* **Available data**
==============================
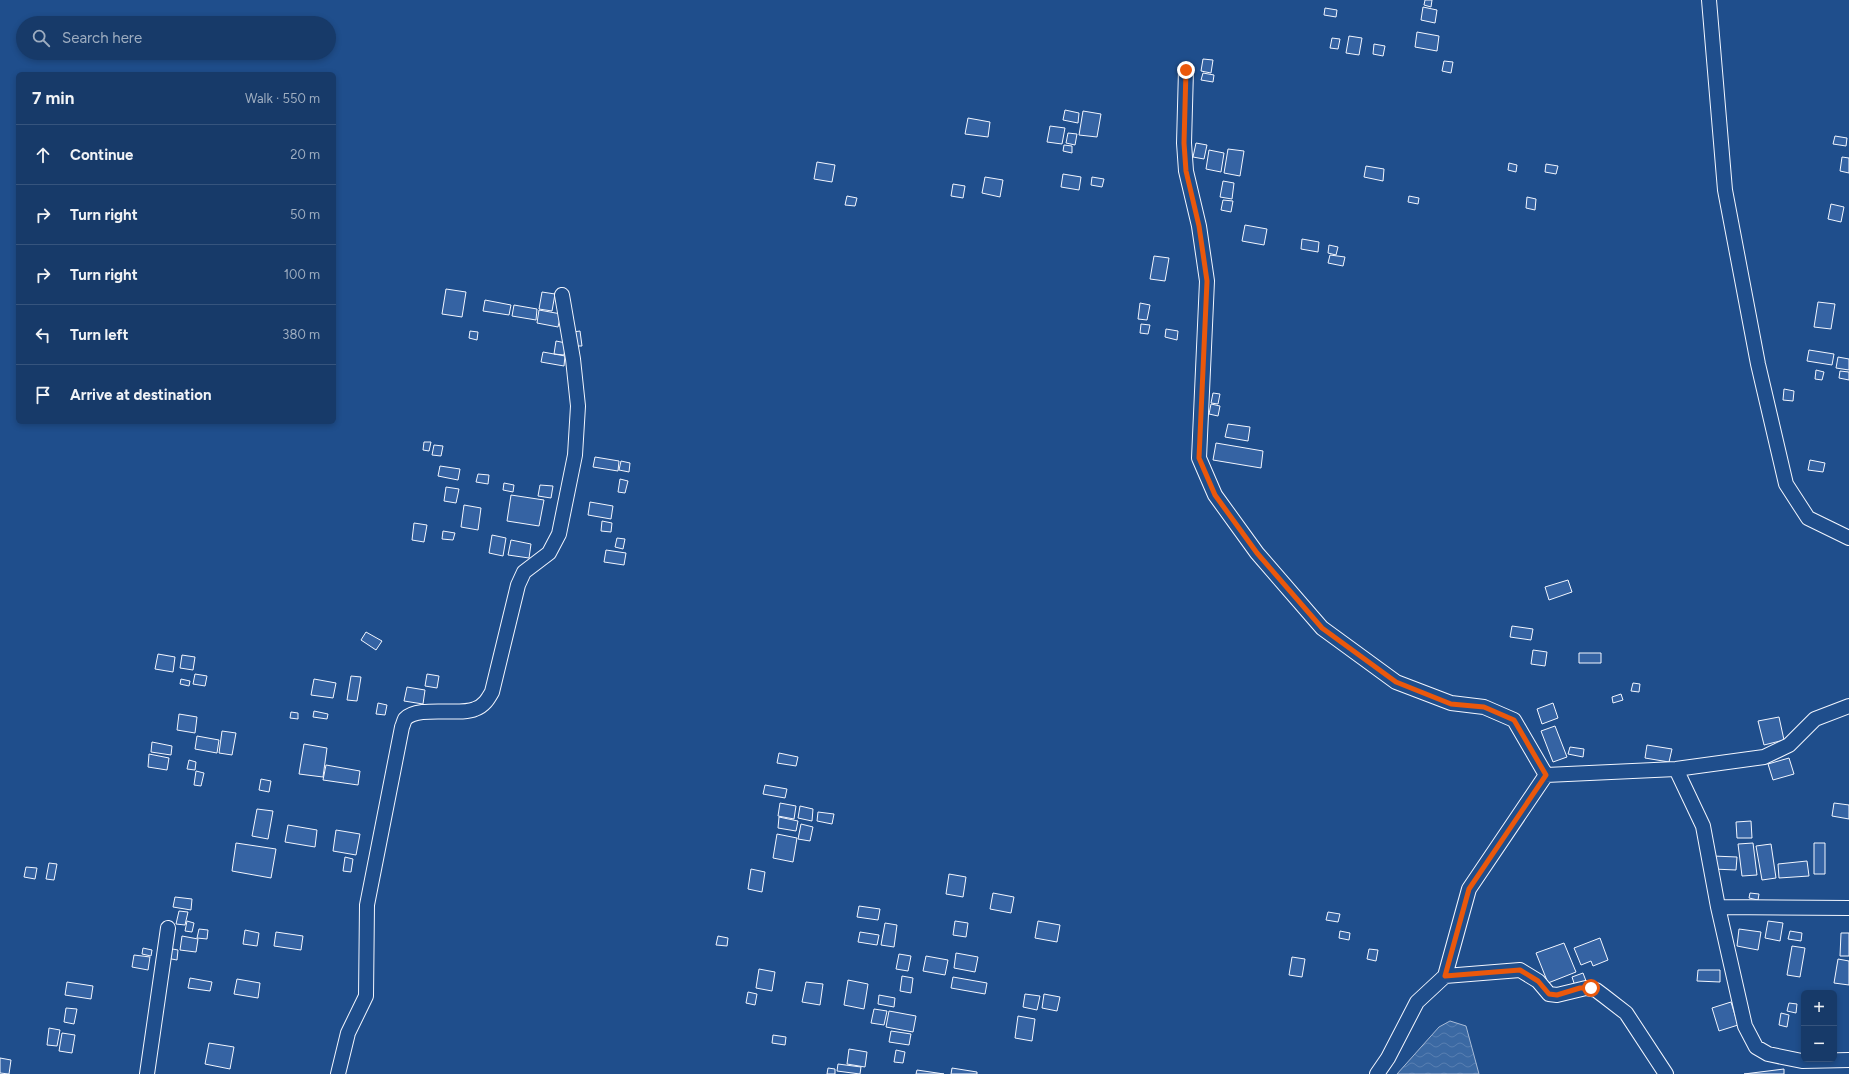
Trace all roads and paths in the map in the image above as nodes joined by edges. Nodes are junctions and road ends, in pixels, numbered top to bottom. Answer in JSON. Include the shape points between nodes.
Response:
{"nodes":[{"id":1,"x":1709,"y":0,"type":"edge"},
{"id":2,"x":1186,"y":70,"type":"dead end"},
{"id":3,"x":562,"y":295,"type":"dead end"},
{"id":4,"x":1849,"y":538,"type":"edge"},
{"id":5,"x":1849,"y":706,"type":"edge"},
{"id":6,"x":1676,"y":769,"type":"junction"},
{"id":7,"x":1546,"y":775,"type":"junction"},
{"id":8,"x":1718,"y":907,"type":"junction"},
{"id":9,"x":1849,"y":908,"type":"edge"},
{"id":10,"x":168,"y":928,"type":"dead end"},
{"id":11,"x":1445,"y":976,"type":"junction"},
{"id":12,"x":1849,"y":1060,"type":"edge"},
{"id":13,"x":147,"y":1074,"type":"edge"},
{"id":14,"x":338,"y":1074,"type":"edge"},
{"id":15,"x":1377,"y":1074,"type":"edge"},
{"id":16,"x":1666,"y":1074,"type":"edge"}],
"edges":[{"from":1,"to":4,"type":"street","via":[[1725,190],[1758,364],[1786,484],[1808,518]]},
{"from":2,"to":7,"type":"street","via":[[1186,171],[1199,226],[1207,281],[1199,458],[1215,495],[1257,553],[1322,628],[1396,682],[1451,704],[1484,707],[1514,720]]},
{"from":3,"to":14,"type":"street","via":[[578,406],[575,456],[559,534],[549,553],[524,572],[518,585],[492,692],[487,701],[475,710],[413,714],[405,719],[367,905],[366,996],[348,1033]]},
{"from":5,"to":6,"type":"street","via":[[1815,718],[1789,745],[1764,757]]},
{"from":6,"to":7,"type":"street"},
{"from":6,"to":8,"type":"street","via":[[1703,826]]},
{"from":7,"to":11,"type":"street","via":[[1469,889]]},
{"from":8,"to":9,"type":"street"},
{"from":8,"to":12,"type":"street","via":[[1745,1026],[1756,1047],[1768,1054],[1802,1061]]},
{"from":10,"to":13,"type":"street"},
{"from":11,"to":15,"type":"street","via":[[1417,1002]]},
{"from":11,"to":16,"type":"street","via":[[1520,970],[1538,981],[1549,994],[1557,995],[1586,988],[1596,990],[1626,1013]]}]}
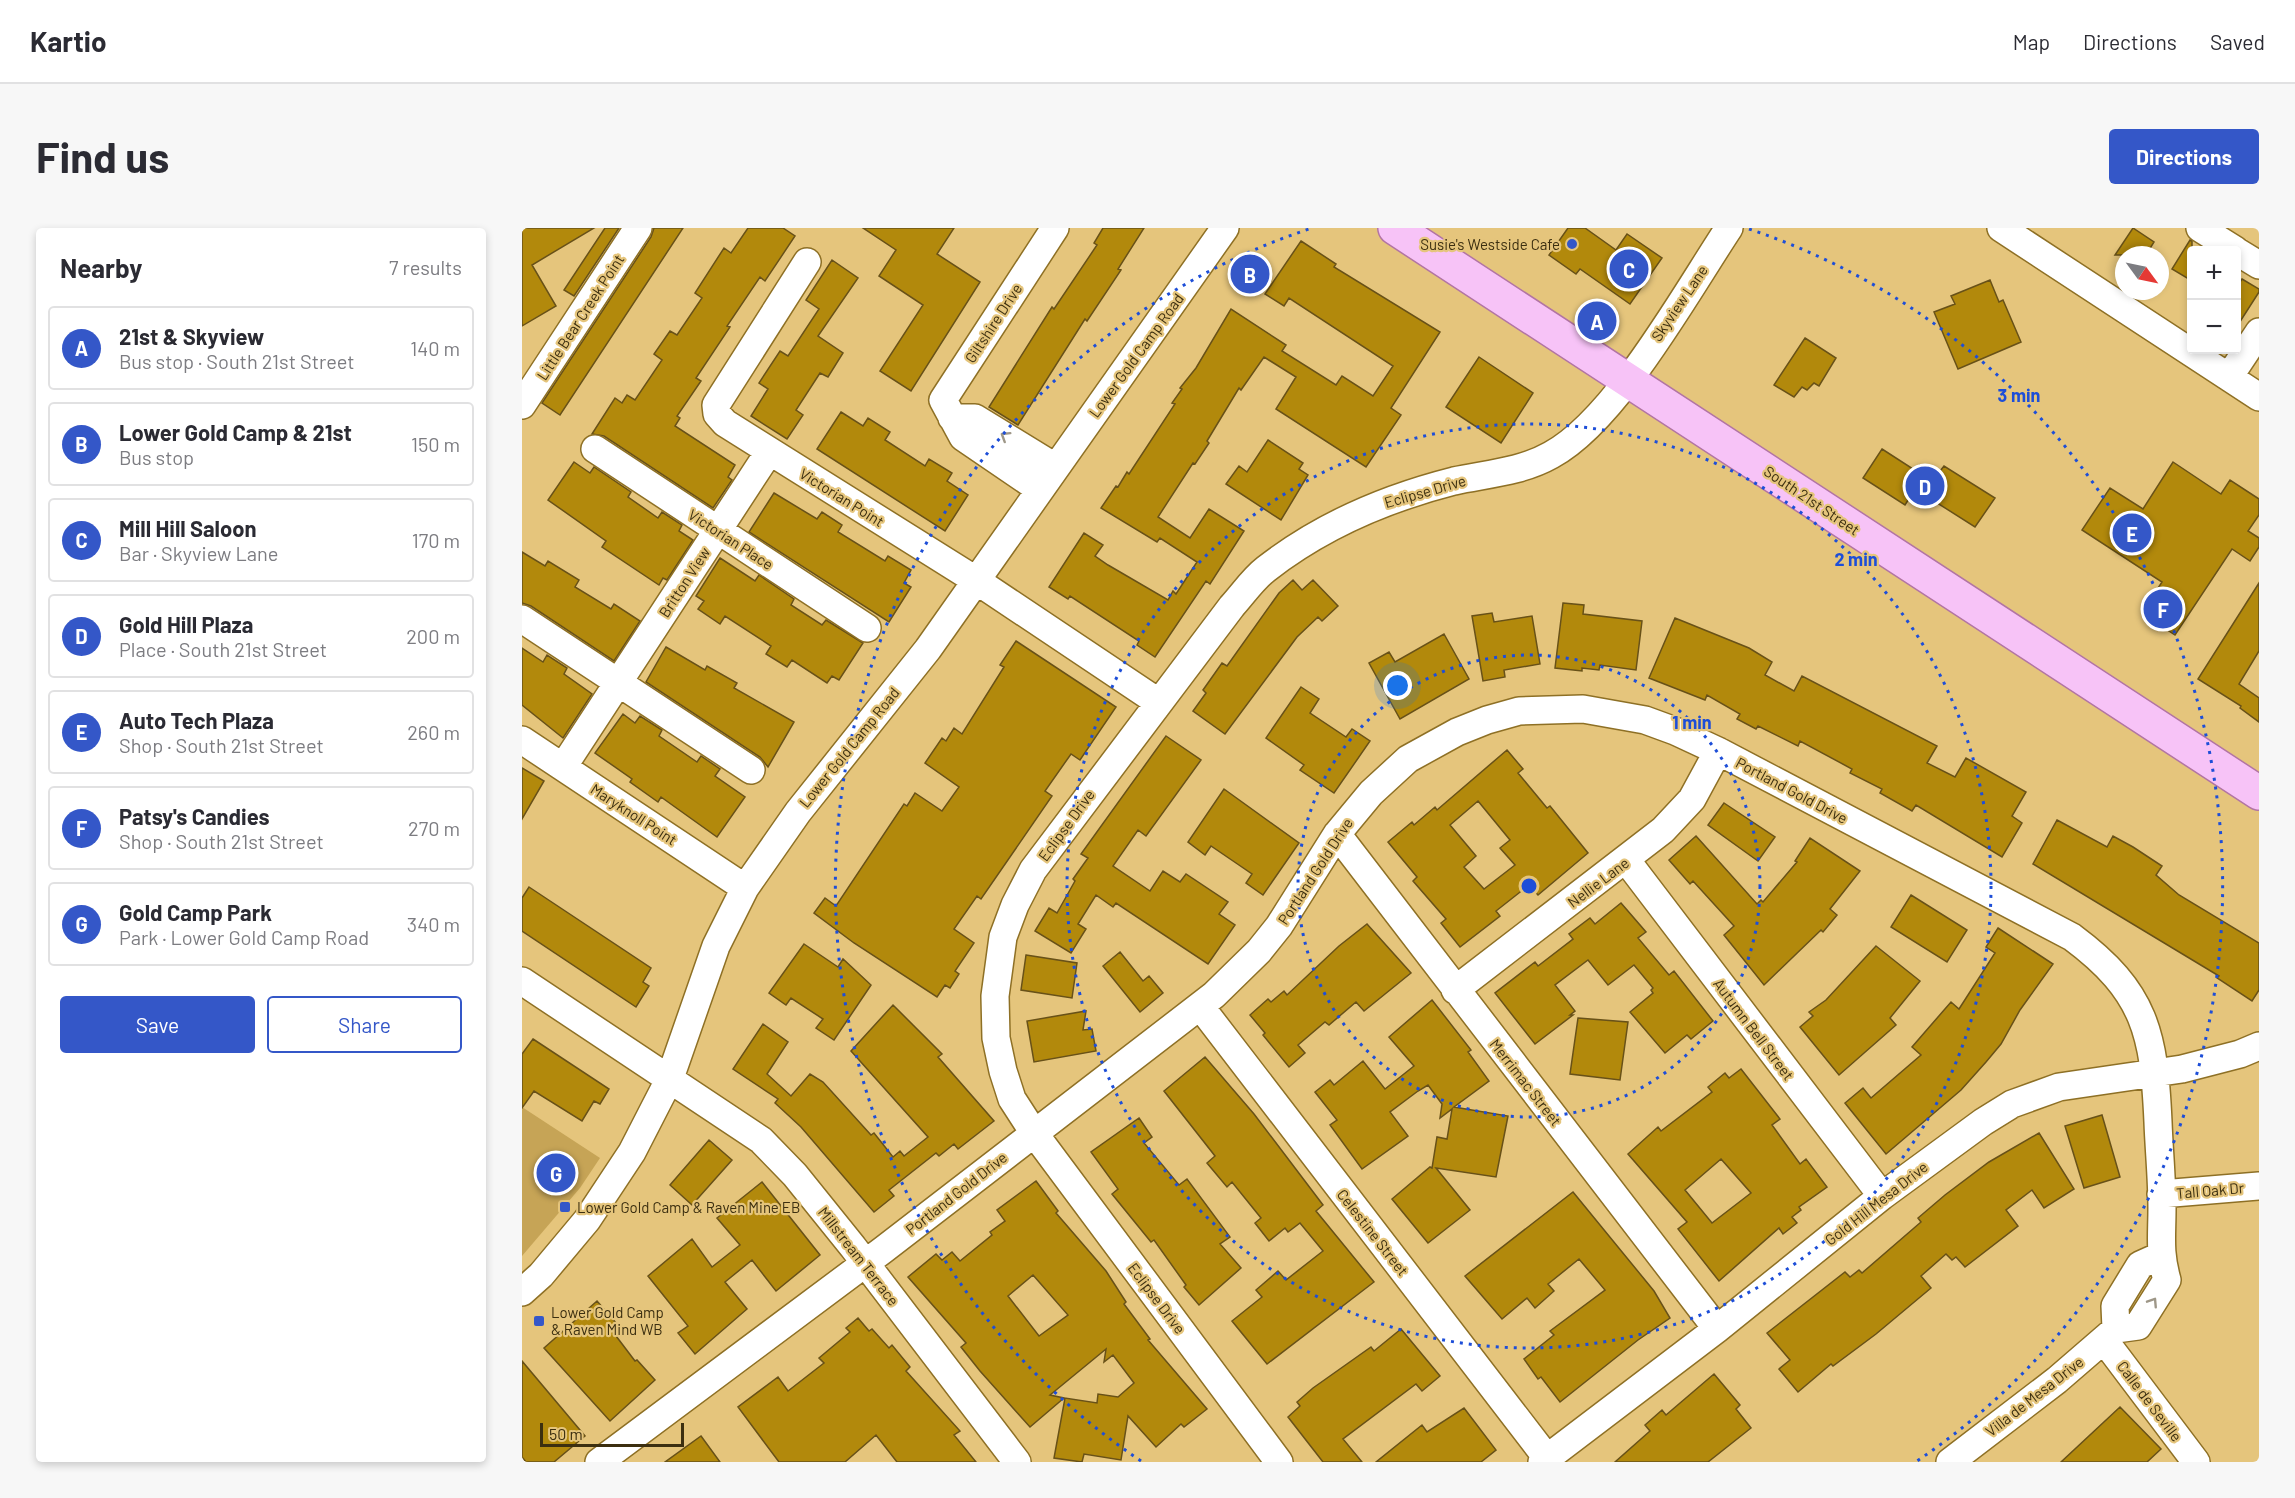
==============================
* **Exercise aim**
Retype each line of the records exactly as it reads; no pictures belong in the copy.

* **Output for this exercise**
Trace all roads and paths in the map in the image above as nodes joined by edges. Nodes are junctions and road ends, in pixels, numbered top to bottom. Answer in JSON. Include the shape points between nodes.
Response:
{"nodes":[{"id":1,"x":1709,"y":0,"type":"edge"},
{"id":2,"x":1186,"y":70,"type":"dead end"},
{"id":3,"x":562,"y":295,"type":"dead end"},
{"id":4,"x":1849,"y":538,"type":"edge"},
{"id":5,"x":1849,"y":706,"type":"edge"},
{"id":6,"x":1676,"y":769,"type":"junction"},
{"id":7,"x":1546,"y":775,"type":"junction"},
{"id":8,"x":1718,"y":907,"type":"junction"},
{"id":9,"x":1849,"y":908,"type":"edge"},
{"id":10,"x":168,"y":928,"type":"dead end"},
{"id":11,"x":1445,"y":976,"type":"junction"},
{"id":12,"x":1849,"y":1060,"type":"edge"},
{"id":13,"x":147,"y":1074,"type":"edge"},
{"id":14,"x":338,"y":1074,"type":"edge"},
{"id":15,"x":1377,"y":1074,"type":"edge"},
{"id":16,"x":1666,"y":1074,"type":"edge"}],
"edges":[{"from":1,"to":4,"type":"street","via":[[1725,190],[1758,364],[1786,484],[1808,518]]},
{"from":2,"to":7,"type":"street","via":[[1186,171],[1199,226],[1207,281],[1199,458],[1215,495],[1257,553],[1322,628],[1396,682],[1451,704],[1484,707],[1514,720]]},
{"from":3,"to":14,"type":"street","via":[[578,406],[575,456],[559,534],[549,553],[524,572],[518,585],[492,692],[487,701],[475,710],[413,714],[405,719],[367,905],[366,996],[348,1033]]},
{"from":5,"to":6,"type":"street","via":[[1815,718],[1789,745],[1764,757]]},
{"from":6,"to":7,"type":"street"},
{"from":6,"to":8,"type":"street","via":[[1703,826]]},
{"from":7,"to":11,"type":"street","via":[[1469,889]]},
{"from":8,"to":9,"type":"street"},
{"from":8,"to":12,"type":"street","via":[[1745,1026],[1756,1047],[1768,1054],[1802,1061]]},
{"from":10,"to":13,"type":"street"},
{"from":11,"to":15,"type":"street","via":[[1417,1002]]},
{"from":11,"to":16,"type":"street","via":[[1520,970],[1538,981],[1549,994],[1557,995],[1586,988],[1596,990],[1626,1013]]}]}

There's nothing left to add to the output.